╭─ Supplied information

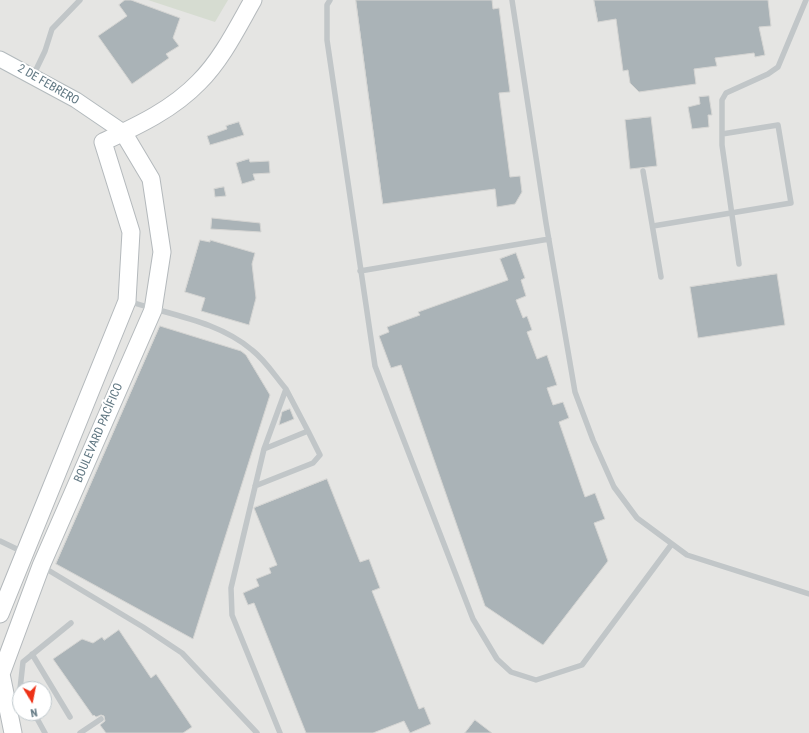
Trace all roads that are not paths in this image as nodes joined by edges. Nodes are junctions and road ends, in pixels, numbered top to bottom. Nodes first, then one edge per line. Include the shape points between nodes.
1 (80, 0) edge
2 (253, 0) edge
3 (330, 0) edge
4 (512, 0) edge
5 (806, 0) edge
6 (0, 59) edge
7 (33, 76) junction
8 (94, 113) junction
9 (123, 132) junction
10 (722, 134) junction
11 (103, 142) junction
12 (643, 171) dead end
13 (732, 213) junction
14 (653, 226) junction
15 (549, 239) junction
16 (739, 264) dead end
17 (360, 271) junction
18 (661, 277) dead end
19 (127, 301) junction
20 (153, 310) junction
21 (286, 389) junction
22 (308, 431) junction
23 (264, 449) junction
24 (255, 486) junction
25 (0, 541) edge
26 (671, 545) junction
27 (25, 553) junction
28 (41, 566) junction
29 (809, 594) edge
30 (0, 614) edge
31 (71, 623) dead end
32 (32, 654) junction
33 (21, 681) edge
34 (70, 717) dead end
35 (101, 720) dead end
36 (38, 721) edge
37 (13, 733) edge
38 (45, 733) edge
39 (80, 733) edge
40 (257, 733) edge
41 (280, 733) edge

1 - 7 lane via 52,29
2 - 9 main road via 228,45 200,82 164,110
3 - 17 lane via 327,5 327,40
4 - 15 lane
5 - 10 lane via 778,67 726,92 722,100
6 - 7 main road, 2 DE FEBRERO
7 - 8 main road, 2 DE FEBRERO
8 - 9 main road, 2 DE FEBRERO
8 - 11 main road
9 - 11 main road
9 - 20 main road, BOULEVARD PACÍFICO via 151,179 162,252
10 - 13 lane
10 - 13 lane via 778,125 791,203
11 - 19 main road, BOULEVARD PACÍFICO via 131,232
12 - 14 lane
13 - 14 lane
13 - 16 lane
14 - 18 lane
15 - 17 lane
15 - 26 lane via 575,392 593,440 614,487 637,518
17 - 26 lane via 375,366 473,619 497,659 511,672 536,680 582,665
19 - 20 lane
19 - 27 main road, BOULEVARD PACÍFICO
20 - 21 lane via 232,334 254,350
20 - 28 main road, BOULEVARD PACÍFICO
21 - 22 lane
21 - 23 lane
22 - 23 lane
22 - 24 lane via 320,455 317,460
23 - 24 lane
24 - 41 lane via 230,601 232,615
25 - 27 lane
26 - 29 lane via 687,555
27 - 30 main road, BOULEVARD PACÍFICO
28 - 37 main road, BOULEVARD PACÍFICO via 1,674
28 - 40 lane via 182,652
31 - 32 lane
32 - 33 lane via 23,662
32 - 34 lane
35 - 39 lane
36 - 38 lane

╰─

-- Exercise description --
What you return must be every entry, word for word, without any pictures.

-- Result of the task --
Trace all roads that are not paths in this image as nodes joined by edges. Nodes are junctions and road ends, in pixels, numbered top to bottom. Nodes first, then one edge per line. Include the shape points between nodes.
1 (80, 0) edge
2 (253, 0) edge
3 (330, 0) edge
4 (512, 0) edge
5 (806, 0) edge
6 (0, 59) edge
7 (33, 76) junction
8 (94, 113) junction
9 (123, 132) junction
10 (722, 134) junction
11 (103, 142) junction
12 (643, 171) dead end
13 (732, 213) junction
14 (653, 226) junction
15 (549, 239) junction
16 (739, 264) dead end
17 (360, 271) junction
18 (661, 277) dead end
19 (127, 301) junction
20 (153, 310) junction
21 (286, 389) junction
22 (308, 431) junction
23 (264, 449) junction
24 (255, 486) junction
25 (0, 541) edge
26 (671, 545) junction
27 (25, 553) junction
28 (41, 566) junction
29 (809, 594) edge
30 (0, 614) edge
31 (71, 623) dead end
32 (32, 654) junction
33 (21, 681) edge
34 (70, 717) dead end
35 (101, 720) dead end
36 (38, 721) edge
37 (13, 733) edge
38 (45, 733) edge
39 (80, 733) edge
40 (257, 733) edge
41 (280, 733) edge

1 - 7 lane via 52,29
2 - 9 main road via 228,45 200,82 164,110
3 - 17 lane via 327,5 327,40
4 - 15 lane
5 - 10 lane via 778,67 726,92 722,100
6 - 7 main road, 2 DE FEBRERO
7 - 8 main road, 2 DE FEBRERO
8 - 9 main road, 2 DE FEBRERO
8 - 11 main road
9 - 11 main road
9 - 20 main road, BOULEVARD PACÍFICO via 151,179 162,252
10 - 13 lane
10 - 13 lane via 778,125 791,203
11 - 19 main road, BOULEVARD PACÍFICO via 131,232
12 - 14 lane
13 - 14 lane
13 - 16 lane
14 - 18 lane
15 - 17 lane
15 - 26 lane via 575,392 593,440 614,487 637,518
17 - 26 lane via 375,366 473,619 497,659 511,672 536,680 582,665
19 - 20 lane
19 - 27 main road, BOULEVARD PACÍFICO
20 - 21 lane via 232,334 254,350
20 - 28 main road, BOULEVARD PACÍFICO
21 - 22 lane
21 - 23 lane
22 - 23 lane
22 - 24 lane via 320,455 317,460
23 - 24 lane
24 - 41 lane via 230,601 232,615
25 - 27 lane
26 - 29 lane via 687,555
27 - 30 main road, BOULEVARD PACÍFICO
28 - 37 main road, BOULEVARD PACÍFICO via 1,674
28 - 40 lane via 182,652
31 - 32 lane
32 - 33 lane via 23,662
32 - 34 lane
35 - 39 lane
36 - 38 lane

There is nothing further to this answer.